From: Andreas Höschler
Subject: Re: Objective-C standard
Date: Sat, 3 Jun 2006 20:24:15 +0200

Hello all,

now that OpenStep seems basically dead GNUstep becomes something like Mono,

OPENSTEP yes, but OpenStep (the specification, or was it vice versa) is more alive than ever. There's Cocoa and a bunch of companies developing software for this platform and there is GNUstep which while running on Solaris and in combination with Sun Secure Global Desktop solves all (cross) platform related problems. We (Smartsoft) once were wondering when GNUstep for Windows would become usable so that we no longer had to convince new customers to replace their PCs with Macs. Now with SGD (can be freely used) this is no longer necessary. The combination of Solaris (rock solid OS), Sun Ray (Ultra Thin Client), Sun Secure Global Desktop (run application on the server and use it from everywhere) and GNUstep is a killer, at least in the enterprise market.

a more or less precarious clone of a proprietary API that is of use mainly for porting existing codebases.

This seems to be true.

Not quite true. We are currently in the process of replacing Macs with Sun Rays (Solaris/Window Maker/GNUstep) and are actually developing new software (mission critical database applications) on GNUstep. Of course we could also compile our applications for the Mac but our preferred deployment platform is Solaris/GNUstep now.

For how I could see Obj-C's (and above) market acceptance improved, see my answer to YL's post.
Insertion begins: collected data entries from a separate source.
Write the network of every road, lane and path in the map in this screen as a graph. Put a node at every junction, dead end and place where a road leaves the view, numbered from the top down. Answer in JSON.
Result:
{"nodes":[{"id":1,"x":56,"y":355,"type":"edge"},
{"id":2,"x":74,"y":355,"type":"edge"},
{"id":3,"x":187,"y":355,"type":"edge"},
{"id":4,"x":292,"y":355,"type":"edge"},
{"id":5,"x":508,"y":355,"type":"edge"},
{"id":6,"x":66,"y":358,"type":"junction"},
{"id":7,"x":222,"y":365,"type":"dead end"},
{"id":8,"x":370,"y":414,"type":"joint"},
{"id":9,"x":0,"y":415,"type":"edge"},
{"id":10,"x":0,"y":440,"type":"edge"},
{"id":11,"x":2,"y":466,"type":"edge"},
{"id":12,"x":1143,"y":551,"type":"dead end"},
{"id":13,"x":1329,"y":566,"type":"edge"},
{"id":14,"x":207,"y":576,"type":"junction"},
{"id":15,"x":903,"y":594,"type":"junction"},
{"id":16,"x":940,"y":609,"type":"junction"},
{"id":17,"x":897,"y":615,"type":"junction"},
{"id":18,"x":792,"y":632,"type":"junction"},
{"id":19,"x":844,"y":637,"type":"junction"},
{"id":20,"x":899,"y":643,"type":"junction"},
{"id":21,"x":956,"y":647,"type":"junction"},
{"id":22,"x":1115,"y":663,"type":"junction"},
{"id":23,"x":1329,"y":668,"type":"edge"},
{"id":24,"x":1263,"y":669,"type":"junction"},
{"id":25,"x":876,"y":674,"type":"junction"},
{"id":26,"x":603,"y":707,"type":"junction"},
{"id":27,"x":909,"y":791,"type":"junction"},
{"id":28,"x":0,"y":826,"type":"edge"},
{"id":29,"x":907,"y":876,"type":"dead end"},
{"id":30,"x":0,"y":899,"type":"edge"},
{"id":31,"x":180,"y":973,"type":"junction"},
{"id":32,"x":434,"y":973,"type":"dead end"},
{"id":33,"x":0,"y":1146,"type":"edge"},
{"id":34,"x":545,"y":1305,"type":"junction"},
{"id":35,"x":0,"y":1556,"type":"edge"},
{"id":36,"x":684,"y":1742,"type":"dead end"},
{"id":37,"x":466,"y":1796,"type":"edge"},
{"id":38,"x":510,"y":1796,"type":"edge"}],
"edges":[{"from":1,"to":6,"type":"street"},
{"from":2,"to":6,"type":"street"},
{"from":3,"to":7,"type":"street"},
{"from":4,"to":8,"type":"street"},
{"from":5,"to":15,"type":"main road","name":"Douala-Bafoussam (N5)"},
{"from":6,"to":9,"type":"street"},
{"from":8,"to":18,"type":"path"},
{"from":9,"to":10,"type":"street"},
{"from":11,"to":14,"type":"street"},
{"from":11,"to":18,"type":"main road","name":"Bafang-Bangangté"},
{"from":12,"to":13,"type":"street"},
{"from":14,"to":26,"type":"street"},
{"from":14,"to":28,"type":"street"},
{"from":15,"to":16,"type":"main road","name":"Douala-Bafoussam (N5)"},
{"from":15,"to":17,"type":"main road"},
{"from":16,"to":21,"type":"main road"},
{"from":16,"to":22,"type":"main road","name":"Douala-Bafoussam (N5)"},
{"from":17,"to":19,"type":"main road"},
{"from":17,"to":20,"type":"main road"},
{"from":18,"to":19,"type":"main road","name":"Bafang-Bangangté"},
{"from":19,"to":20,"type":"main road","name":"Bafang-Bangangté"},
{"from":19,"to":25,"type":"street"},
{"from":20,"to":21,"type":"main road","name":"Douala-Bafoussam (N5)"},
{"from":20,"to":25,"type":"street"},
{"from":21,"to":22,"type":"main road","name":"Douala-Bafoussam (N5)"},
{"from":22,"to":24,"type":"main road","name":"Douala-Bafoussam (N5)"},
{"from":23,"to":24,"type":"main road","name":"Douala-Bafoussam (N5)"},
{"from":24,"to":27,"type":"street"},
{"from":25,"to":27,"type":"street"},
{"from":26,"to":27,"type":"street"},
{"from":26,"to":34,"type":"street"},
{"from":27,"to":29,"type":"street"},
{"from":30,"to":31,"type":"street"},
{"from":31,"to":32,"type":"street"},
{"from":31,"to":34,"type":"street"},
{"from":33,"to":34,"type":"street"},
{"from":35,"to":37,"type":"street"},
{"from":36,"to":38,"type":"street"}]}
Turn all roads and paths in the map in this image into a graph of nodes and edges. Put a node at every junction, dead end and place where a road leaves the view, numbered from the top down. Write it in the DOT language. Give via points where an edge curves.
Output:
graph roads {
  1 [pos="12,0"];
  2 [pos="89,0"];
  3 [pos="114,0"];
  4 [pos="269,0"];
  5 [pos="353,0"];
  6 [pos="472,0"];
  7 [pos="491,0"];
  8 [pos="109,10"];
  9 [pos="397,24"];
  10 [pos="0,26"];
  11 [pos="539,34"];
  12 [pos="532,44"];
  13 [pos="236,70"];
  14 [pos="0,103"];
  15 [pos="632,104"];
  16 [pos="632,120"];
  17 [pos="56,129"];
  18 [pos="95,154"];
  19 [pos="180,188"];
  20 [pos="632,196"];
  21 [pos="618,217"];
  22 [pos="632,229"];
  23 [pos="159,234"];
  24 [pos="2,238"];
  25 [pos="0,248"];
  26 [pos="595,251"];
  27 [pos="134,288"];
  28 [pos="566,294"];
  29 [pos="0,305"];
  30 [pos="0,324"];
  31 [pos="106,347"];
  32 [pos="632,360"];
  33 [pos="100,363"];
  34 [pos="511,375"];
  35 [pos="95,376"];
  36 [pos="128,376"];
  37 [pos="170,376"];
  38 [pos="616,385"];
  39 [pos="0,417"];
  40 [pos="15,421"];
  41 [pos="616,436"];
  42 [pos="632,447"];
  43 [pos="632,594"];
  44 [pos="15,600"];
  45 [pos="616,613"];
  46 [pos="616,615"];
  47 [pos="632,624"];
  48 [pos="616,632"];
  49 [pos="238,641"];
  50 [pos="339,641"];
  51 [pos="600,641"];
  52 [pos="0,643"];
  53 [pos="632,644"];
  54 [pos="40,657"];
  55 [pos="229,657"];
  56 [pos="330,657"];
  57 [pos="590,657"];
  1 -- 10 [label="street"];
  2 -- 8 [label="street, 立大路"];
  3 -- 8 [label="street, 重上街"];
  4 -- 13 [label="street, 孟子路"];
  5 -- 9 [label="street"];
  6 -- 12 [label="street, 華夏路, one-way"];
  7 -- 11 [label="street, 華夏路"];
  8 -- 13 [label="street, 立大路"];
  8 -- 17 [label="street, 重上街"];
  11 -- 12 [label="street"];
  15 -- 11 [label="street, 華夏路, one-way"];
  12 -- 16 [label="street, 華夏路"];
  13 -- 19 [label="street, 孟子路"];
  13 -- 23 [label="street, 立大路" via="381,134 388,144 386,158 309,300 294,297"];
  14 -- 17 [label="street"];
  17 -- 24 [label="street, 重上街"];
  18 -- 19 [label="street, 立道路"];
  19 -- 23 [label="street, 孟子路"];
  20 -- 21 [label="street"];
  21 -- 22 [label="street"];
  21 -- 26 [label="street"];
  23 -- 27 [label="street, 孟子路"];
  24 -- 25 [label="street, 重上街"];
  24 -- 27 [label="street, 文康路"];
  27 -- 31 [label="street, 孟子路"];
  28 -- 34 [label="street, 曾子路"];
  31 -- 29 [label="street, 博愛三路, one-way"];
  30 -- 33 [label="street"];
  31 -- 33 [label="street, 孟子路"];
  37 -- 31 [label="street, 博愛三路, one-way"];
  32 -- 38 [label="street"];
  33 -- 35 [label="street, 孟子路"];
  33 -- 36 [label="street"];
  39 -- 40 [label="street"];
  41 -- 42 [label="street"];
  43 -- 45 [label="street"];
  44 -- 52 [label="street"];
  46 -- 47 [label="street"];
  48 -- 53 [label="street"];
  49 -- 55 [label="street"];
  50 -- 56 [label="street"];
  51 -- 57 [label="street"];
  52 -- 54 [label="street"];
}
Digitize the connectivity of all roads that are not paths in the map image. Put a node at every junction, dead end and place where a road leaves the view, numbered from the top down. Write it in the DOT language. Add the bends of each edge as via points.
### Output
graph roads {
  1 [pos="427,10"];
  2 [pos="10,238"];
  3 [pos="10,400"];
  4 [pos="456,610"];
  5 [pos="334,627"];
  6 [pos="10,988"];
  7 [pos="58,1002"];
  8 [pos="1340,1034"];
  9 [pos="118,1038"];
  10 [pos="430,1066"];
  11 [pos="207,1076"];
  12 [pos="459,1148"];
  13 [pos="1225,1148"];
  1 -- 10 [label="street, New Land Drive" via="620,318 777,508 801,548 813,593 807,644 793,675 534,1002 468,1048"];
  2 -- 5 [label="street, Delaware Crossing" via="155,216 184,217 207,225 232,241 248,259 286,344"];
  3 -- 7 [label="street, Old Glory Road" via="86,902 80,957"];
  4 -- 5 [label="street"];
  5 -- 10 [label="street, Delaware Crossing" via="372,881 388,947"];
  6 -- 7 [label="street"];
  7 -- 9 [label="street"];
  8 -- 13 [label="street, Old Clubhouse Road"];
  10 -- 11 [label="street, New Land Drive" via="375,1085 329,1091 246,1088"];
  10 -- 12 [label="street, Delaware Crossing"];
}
I have missed this post but IMHO people with some interest to check out a new language or API need a defined platform to do so. OPENSTEP 4.2 was such a platform for me in the old days. Install some CDs, read a few pages about Objective-C and Foundation and have 'Hello World' running very quickly. Right now such a platform is only delivered by Apple, though I don't like xCode very much and in my opinion it's too complex for beginners, but that's another story. There is no such defined platform based on GNUstep, that could be installed with a doubleclick. I think we need maintainers for binary distributions of GNUstep for at least the most important platforms (Solaris, SuSE, Debian,...). And these distribution should not only contain base gui and back but also Window Maker, TextEdit.app, Terminal.app, GNUMail.app, ProjectBuilder.app, InterfaceBuilder.app, StarOffice.app (wrapper)... to name only a few (just a complete desktop).

This defined platform gives beginners a real chance to check out Objective-C, OpenStep with acceptable effort. And it would provide a deployment platform for software sold in a box. Right now GNUstep based software can only be sold as part of a project that includes setting up an application server (installing GNUstep from sources). As soon as we see GNUstep based commercial (killer) applications (that can be used with any client device/os thanks to SGD), we have market acceptance for Objective-C/GNUstep.